- Exercise data:
[Start of Attachment]

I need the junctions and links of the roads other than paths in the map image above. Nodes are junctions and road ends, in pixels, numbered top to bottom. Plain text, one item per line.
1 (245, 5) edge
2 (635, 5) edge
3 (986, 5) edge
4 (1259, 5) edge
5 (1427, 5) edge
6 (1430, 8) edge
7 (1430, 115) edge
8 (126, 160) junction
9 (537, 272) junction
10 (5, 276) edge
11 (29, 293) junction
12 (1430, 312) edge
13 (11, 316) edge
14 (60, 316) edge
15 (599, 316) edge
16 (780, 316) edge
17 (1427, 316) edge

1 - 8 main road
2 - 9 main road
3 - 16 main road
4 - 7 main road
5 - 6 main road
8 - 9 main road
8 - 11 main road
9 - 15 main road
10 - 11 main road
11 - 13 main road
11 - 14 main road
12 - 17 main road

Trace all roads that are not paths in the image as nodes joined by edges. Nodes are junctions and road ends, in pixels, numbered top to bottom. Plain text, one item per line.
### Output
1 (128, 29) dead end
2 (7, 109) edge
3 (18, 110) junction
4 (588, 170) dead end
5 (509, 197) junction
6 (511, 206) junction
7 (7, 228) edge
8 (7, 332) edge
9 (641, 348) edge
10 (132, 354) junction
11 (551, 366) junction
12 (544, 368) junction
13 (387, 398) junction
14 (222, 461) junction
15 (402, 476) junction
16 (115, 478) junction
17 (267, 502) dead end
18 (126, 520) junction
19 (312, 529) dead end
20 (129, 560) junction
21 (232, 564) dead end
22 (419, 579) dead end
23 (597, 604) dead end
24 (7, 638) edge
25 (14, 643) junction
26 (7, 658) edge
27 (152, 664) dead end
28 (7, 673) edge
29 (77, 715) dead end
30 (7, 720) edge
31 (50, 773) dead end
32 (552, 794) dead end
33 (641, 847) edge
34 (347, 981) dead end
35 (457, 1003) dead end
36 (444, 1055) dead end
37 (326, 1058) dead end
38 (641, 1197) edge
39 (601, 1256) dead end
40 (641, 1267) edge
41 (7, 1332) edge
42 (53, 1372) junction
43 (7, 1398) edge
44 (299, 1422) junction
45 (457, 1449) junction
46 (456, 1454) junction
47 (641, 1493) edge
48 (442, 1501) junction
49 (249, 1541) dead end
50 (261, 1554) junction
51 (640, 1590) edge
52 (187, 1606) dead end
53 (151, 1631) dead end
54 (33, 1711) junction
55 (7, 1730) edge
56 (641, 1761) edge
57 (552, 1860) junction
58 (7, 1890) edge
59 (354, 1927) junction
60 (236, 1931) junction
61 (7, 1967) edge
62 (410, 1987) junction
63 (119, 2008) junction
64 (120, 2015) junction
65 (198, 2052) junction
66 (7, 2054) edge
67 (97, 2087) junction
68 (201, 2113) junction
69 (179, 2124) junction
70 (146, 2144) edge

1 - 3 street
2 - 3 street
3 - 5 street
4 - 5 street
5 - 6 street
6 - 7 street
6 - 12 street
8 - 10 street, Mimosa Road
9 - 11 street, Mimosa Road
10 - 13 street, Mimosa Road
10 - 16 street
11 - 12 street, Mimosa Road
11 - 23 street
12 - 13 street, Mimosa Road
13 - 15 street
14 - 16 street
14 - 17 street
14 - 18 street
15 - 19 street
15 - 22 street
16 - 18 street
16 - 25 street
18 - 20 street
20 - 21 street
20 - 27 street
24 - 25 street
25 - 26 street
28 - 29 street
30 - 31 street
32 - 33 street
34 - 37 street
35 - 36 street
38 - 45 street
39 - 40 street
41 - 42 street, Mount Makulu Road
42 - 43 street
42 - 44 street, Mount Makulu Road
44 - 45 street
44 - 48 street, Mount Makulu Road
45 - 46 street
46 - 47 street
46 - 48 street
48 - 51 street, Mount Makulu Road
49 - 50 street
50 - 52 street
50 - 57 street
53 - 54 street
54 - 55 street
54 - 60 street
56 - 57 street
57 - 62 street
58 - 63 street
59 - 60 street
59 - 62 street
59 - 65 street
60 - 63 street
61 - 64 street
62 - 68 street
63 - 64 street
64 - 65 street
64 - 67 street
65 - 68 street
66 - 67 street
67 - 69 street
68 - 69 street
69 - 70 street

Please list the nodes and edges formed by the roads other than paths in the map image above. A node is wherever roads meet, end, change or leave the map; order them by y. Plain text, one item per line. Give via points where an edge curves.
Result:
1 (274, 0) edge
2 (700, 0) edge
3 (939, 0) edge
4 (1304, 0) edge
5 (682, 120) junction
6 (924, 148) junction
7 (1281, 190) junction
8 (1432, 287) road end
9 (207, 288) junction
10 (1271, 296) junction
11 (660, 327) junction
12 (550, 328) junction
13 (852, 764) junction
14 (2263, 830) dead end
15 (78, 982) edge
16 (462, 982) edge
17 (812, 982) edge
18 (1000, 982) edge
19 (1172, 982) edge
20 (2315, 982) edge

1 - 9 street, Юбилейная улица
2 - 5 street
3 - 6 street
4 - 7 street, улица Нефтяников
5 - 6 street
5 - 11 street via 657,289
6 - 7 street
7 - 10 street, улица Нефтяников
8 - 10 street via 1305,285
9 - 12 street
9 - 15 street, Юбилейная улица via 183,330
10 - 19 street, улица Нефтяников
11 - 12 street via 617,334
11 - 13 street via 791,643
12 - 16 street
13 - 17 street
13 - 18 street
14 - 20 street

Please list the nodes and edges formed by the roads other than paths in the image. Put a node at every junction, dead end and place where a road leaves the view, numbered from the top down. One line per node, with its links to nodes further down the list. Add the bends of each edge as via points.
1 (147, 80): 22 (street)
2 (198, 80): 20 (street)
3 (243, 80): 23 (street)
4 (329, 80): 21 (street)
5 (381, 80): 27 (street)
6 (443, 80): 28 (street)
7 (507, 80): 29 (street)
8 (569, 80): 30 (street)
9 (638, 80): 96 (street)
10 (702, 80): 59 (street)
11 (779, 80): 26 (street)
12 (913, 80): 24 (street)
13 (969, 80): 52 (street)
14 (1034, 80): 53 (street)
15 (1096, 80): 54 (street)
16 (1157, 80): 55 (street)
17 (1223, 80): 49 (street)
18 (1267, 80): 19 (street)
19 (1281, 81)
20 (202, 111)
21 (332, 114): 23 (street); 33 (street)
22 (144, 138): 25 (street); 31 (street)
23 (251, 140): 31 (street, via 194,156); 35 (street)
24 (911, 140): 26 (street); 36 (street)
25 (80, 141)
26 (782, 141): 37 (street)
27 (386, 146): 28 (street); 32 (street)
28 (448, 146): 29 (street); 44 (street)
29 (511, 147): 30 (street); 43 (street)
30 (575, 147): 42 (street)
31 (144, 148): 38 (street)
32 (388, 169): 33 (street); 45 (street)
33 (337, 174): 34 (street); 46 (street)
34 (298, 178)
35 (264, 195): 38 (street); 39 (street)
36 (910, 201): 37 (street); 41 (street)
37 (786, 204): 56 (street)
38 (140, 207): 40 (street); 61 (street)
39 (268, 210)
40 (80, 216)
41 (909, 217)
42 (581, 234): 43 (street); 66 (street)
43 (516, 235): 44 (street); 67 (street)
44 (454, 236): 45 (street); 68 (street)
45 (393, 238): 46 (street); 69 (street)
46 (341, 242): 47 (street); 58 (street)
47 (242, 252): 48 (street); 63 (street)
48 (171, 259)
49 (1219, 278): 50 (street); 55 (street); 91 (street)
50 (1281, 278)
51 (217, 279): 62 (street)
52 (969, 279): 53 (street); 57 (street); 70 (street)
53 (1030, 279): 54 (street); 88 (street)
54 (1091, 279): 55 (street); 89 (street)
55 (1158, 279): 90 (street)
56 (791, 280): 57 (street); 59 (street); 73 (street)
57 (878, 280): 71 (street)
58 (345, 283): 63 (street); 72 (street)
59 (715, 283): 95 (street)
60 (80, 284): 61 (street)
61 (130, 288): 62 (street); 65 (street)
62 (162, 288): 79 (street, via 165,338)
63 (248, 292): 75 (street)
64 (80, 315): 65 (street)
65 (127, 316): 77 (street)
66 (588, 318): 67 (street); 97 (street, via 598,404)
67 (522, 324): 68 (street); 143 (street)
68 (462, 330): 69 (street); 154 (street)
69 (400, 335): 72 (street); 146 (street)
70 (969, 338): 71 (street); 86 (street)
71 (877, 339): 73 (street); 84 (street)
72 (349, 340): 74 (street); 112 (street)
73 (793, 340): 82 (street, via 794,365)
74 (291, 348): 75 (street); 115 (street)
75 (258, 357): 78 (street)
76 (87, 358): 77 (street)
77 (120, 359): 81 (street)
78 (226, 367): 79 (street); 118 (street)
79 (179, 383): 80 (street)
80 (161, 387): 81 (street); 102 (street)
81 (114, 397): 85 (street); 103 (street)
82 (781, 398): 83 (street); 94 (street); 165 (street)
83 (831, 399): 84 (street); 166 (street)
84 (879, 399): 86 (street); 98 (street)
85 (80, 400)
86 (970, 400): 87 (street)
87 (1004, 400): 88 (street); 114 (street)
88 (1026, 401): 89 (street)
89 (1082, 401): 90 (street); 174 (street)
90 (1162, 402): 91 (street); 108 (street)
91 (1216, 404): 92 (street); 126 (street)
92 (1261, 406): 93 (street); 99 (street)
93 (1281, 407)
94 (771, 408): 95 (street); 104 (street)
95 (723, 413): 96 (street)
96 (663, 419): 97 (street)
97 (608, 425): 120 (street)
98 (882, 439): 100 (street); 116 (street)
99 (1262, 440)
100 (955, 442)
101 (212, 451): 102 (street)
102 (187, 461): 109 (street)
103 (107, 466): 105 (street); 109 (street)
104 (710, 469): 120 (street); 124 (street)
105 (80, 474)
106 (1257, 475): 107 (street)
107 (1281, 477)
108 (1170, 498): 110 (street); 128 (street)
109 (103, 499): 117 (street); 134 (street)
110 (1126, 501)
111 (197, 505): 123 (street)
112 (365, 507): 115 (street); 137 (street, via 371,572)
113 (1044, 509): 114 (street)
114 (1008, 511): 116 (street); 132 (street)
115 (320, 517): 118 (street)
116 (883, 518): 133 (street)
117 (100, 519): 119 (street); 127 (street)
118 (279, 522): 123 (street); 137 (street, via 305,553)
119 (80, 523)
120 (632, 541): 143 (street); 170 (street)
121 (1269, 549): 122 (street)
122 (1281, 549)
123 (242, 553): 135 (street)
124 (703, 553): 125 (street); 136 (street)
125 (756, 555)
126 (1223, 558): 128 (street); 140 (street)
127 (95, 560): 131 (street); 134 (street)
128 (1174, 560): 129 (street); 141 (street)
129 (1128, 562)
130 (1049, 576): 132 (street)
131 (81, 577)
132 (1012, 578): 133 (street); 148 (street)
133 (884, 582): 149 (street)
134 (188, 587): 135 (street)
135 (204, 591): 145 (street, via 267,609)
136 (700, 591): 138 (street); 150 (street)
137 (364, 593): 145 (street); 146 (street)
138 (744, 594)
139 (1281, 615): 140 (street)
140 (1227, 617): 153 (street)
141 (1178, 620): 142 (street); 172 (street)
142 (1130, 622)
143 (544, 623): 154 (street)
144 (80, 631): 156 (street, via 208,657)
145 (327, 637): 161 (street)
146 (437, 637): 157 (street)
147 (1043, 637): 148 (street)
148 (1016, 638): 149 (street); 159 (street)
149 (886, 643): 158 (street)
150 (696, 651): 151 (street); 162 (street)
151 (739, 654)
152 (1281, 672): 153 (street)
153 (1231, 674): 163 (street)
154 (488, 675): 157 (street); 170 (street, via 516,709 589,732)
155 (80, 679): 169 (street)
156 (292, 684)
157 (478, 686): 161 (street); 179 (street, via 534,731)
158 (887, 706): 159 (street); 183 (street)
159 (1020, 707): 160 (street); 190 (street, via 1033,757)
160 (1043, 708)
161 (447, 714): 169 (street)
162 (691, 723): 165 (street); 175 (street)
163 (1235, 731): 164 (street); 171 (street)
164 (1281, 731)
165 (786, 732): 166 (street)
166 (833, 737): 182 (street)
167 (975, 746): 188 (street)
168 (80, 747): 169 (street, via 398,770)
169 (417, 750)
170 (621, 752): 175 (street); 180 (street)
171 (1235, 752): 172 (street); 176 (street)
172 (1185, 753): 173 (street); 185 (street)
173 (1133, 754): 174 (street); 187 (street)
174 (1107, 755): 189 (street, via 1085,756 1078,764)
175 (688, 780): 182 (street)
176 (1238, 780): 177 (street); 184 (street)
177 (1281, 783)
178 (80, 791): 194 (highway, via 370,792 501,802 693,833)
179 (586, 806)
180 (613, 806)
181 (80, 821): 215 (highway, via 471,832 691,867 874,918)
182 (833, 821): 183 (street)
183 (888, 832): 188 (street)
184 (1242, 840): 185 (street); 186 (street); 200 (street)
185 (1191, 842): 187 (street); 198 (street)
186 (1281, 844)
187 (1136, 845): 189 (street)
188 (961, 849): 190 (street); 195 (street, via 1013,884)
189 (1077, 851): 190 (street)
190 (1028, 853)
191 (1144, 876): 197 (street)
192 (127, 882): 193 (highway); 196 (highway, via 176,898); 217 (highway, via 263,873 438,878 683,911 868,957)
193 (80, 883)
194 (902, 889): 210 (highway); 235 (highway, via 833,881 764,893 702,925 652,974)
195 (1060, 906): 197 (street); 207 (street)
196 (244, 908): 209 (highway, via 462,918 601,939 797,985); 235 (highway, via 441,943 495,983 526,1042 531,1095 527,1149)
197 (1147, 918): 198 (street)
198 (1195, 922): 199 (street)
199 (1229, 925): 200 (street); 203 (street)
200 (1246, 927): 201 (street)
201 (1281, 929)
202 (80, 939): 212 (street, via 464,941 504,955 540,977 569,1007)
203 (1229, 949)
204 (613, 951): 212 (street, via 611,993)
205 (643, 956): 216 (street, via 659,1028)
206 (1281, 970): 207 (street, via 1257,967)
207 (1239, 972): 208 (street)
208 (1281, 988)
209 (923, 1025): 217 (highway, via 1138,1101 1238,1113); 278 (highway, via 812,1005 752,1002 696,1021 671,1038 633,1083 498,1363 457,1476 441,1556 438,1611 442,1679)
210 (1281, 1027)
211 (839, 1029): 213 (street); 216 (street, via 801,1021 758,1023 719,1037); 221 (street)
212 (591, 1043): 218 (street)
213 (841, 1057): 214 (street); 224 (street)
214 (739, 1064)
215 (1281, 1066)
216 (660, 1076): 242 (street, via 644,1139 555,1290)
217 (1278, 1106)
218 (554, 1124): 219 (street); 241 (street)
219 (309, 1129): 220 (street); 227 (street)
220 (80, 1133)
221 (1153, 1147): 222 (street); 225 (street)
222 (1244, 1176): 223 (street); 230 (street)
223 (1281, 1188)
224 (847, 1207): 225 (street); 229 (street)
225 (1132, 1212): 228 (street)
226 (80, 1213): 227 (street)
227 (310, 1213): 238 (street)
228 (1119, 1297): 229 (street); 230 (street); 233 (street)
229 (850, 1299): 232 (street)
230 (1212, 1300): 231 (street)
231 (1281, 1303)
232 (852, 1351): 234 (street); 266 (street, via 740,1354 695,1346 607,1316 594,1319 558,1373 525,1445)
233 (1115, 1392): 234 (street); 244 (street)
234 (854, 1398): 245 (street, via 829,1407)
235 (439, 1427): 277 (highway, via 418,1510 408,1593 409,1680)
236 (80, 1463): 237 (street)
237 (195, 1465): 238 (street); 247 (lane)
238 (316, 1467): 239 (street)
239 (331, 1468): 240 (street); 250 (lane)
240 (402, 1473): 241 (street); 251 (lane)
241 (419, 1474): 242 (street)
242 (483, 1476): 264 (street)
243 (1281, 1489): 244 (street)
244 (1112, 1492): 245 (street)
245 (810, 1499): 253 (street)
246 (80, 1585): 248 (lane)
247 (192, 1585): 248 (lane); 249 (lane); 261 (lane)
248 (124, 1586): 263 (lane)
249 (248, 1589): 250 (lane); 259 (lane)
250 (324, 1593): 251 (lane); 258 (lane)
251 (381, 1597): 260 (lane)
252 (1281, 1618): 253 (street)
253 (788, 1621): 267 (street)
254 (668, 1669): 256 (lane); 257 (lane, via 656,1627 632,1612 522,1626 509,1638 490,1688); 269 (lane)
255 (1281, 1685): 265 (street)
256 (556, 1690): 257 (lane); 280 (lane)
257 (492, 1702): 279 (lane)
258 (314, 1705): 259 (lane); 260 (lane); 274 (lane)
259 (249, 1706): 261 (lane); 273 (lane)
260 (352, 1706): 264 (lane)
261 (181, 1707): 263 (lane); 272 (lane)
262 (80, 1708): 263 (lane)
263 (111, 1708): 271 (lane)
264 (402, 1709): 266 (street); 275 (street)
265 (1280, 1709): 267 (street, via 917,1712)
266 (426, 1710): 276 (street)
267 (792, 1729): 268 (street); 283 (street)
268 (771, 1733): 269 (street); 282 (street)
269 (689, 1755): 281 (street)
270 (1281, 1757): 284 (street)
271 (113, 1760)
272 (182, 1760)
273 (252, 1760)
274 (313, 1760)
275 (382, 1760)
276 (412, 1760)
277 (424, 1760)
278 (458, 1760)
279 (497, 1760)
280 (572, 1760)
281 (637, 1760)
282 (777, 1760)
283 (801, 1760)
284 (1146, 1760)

[End of Attachment]

- What you will do: Copy every line from the data that includes the string "links".

- Completed task:
I need the junctions and links of the roads other than paths in the map image above. Nodes are junctions and road ends, in pixels, numbered top to bottom. Plain text, one item per line.
Please list the nodes and edges formed by the roads other than paths in the image. Put a node at every junction, dead end and place where a road leaves the view, numbered from the top down. One line per node, with its links to nodes further down the list. Add the bends of each edge as via points.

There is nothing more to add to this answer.